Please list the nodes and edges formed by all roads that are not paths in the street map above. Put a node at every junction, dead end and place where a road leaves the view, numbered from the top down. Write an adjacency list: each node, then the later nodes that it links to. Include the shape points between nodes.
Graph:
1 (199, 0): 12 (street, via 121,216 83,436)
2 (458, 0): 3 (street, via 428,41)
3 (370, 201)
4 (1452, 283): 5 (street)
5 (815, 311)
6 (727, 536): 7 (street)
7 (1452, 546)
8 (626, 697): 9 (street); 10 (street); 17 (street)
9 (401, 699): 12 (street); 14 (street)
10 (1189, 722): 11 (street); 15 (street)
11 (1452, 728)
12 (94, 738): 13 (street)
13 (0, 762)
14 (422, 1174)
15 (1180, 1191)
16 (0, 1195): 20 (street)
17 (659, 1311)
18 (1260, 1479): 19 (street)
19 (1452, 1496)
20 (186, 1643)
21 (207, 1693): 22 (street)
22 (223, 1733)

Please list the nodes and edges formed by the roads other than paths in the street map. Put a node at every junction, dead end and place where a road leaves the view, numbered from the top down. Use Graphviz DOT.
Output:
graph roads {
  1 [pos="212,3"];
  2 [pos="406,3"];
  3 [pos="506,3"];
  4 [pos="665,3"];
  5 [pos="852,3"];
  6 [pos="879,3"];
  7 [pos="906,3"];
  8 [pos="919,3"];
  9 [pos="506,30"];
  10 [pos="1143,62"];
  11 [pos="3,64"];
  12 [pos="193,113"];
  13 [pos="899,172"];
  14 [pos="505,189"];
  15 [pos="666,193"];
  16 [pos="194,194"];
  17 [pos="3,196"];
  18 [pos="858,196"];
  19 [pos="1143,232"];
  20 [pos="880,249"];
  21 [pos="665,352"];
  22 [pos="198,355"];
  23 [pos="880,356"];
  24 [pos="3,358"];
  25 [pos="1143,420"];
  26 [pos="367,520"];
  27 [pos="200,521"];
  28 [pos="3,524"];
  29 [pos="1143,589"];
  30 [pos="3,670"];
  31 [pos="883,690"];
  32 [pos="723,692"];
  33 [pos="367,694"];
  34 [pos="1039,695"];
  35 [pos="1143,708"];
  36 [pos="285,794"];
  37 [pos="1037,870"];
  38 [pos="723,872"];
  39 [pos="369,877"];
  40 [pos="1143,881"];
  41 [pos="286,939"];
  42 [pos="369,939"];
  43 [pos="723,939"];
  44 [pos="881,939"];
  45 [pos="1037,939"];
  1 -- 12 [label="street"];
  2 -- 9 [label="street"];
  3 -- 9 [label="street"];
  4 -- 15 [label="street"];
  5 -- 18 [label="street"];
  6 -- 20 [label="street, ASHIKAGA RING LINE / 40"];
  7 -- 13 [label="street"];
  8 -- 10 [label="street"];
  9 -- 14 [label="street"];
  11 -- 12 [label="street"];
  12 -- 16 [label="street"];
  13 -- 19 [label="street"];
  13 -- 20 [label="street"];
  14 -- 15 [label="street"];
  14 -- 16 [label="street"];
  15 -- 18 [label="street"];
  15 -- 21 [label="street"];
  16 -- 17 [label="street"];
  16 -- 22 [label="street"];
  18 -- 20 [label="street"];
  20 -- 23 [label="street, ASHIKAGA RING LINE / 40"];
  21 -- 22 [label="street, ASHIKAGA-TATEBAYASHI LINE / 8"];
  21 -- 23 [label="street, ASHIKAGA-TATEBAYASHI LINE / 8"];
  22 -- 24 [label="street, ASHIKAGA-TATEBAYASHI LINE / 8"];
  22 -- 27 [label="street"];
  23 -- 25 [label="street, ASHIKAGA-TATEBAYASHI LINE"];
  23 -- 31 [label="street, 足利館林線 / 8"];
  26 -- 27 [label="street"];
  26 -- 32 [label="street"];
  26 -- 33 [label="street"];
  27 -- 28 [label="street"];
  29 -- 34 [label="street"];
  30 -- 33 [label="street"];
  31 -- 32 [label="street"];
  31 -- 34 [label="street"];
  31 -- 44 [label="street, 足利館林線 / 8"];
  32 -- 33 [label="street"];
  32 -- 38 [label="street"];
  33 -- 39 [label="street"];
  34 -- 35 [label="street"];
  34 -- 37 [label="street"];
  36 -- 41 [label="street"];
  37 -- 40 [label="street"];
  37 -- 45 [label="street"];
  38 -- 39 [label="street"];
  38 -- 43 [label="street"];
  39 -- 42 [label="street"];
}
++++++
• _Work required_
Return the material exactly as it was provided.

• _Result_
Please list the nodes and edges formed by all roads that are not paths in the street map above. Put a node at every junction, dead end and place where a road leaves the view, numbered from the top down. Write an adjacency list: each node, then the later nodes that it links to. Include the shape points between nodes.
Graph:
1 (199, 0): 12 (street, via 121,216 83,436)
2 (458, 0): 3 (street, via 428,41)
3 (370, 201)
4 (1452, 283): 5 (street)
5 (815, 311)
6 (727, 536): 7 (street)
7 (1452, 546)
8 (626, 697): 9 (street); 10 (street); 17 (street)
9 (401, 699): 12 (street); 14 (street)
10 (1189, 722): 11 (street); 15 (street)
11 (1452, 728)
12 (94, 738): 13 (street)
13 (0, 762)
14 (422, 1174)
15 (1180, 1191)
16 (0, 1195): 20 (street)
17 (659, 1311)
18 (1260, 1479): 19 (street)
19 (1452, 1496)
20 (186, 1643)
21 (207, 1693): 22 (street)
22 (223, 1733)

Please list the nodes and edges formed by the roads other than paths in the street map. Put a node at every junction, dead end and place where a road leaves the view, numbered from the top down. Use Graphviz DOT.
Output:
graph roads {
  1 [pos="212,3"];
  2 [pos="406,3"];
  3 [pos="506,3"];
  4 [pos="665,3"];
  5 [pos="852,3"];
  6 [pos="879,3"];
  7 [pos="906,3"];
  8 [pos="919,3"];
  9 [pos="506,30"];
  10 [pos="1143,62"];
  11 [pos="3,64"];
  12 [pos="193,113"];
  13 [pos="899,172"];
  14 [pos="505,189"];
  15 [pos="666,193"];
  16 [pos="194,194"];
  17 [pos="3,196"];
  18 [pos="858,196"];
  19 [pos="1143,232"];
  20 [pos="880,249"];
  21 [pos="665,352"];
  22 [pos="198,355"];
  23 [pos="880,356"];
  24 [pos="3,358"];
  25 [pos="1143,420"];
  26 [pos="367,520"];
  27 [pos="200,521"];
  28 [pos="3,524"];
  29 [pos="1143,589"];
  30 [pos="3,670"];
  31 [pos="883,690"];
  32 [pos="723,692"];
  33 [pos="367,694"];
  34 [pos="1039,695"];
  35 [pos="1143,708"];
  36 [pos="285,794"];
  37 [pos="1037,870"];
  38 [pos="723,872"];
  39 [pos="369,877"];
  40 [pos="1143,881"];
  41 [pos="286,939"];
  42 [pos="369,939"];
  43 [pos="723,939"];
  44 [pos="881,939"];
  45 [pos="1037,939"];
  1 -- 12 [label="street"];
  2 -- 9 [label="street"];
  3 -- 9 [label="street"];
  4 -- 15 [label="street"];
  5 -- 18 [label="street"];
  6 -- 20 [label="street, ASHIKAGA RING LINE / 40"];
  7 -- 13 [label="street"];
  8 -- 10 [label="street"];
  9 -- 14 [label="street"];
  11 -- 12 [label="street"];
  12 -- 16 [label="street"];
  13 -- 19 [label="street"];
  13 -- 20 [label="street"];
  14 -- 15 [label="street"];
  14 -- 16 [label="street"];
  15 -- 18 [label="street"];
  15 -- 21 [label="street"];
  16 -- 17 [label="street"];
  16 -- 22 [label="street"];
  18 -- 20 [label="street"];
  20 -- 23 [label="street, ASHIKAGA RING LINE / 40"];
  21 -- 22 [label="street, ASHIKAGA-TATEBAYASHI LINE / 8"];
  21 -- 23 [label="street, ASHIKAGA-TATEBAYASHI LINE / 8"];
  22 -- 24 [label="street, ASHIKAGA-TATEBAYASHI LINE / 8"];
  22 -- 27 [label="street"];
  23 -- 25 [label="street, ASHIKAGA-TATEBAYASHI LINE"];
  23 -- 31 [label="street, 足利館林線 / 8"];
  26 -- 27 [label="street"];
  26 -- 32 [label="street"];
  26 -- 33 [label="street"];
  27 -- 28 [label="street"];
  29 -- 34 [label="street"];
  30 -- 33 [label="street"];
  31 -- 32 [label="street"];
  31 -- 34 [label="street"];
  31 -- 44 [label="street, 足利館林線 / 8"];
  32 -- 33 [label="street"];
  32 -- 38 [label="street"];
  33 -- 39 [label="street"];
  34 -- 35 [label="street"];
  34 -- 37 [label="street"];
  36 -- 41 [label="street"];
  37 -- 40 [label="street"];
  37 -- 45 [label="street"];
  38 -- 39 [label="street"];
  38 -- 43 [label="street"];
  39 -- 42 [label="street"];
}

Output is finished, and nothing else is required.